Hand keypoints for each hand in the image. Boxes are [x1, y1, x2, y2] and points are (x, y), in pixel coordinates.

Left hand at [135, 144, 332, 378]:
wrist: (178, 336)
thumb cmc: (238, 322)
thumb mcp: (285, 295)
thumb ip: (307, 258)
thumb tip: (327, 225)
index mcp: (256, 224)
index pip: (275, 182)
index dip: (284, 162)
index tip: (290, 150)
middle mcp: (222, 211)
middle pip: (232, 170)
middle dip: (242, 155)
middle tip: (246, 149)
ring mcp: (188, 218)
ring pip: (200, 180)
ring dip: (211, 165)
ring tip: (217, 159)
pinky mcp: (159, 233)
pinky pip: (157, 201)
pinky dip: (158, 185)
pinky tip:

- WHAT THE TASK ASKS
The answer consists of the lines above that include the word "hand", each copied exactly.

- TASK SOLUTION
Hand keypoints for each hand in the image. Boxes are [x1, y1, x2, y2] and points are (x, y), in pixel coordinates.
Left hand at [135, 144, 332, 378]:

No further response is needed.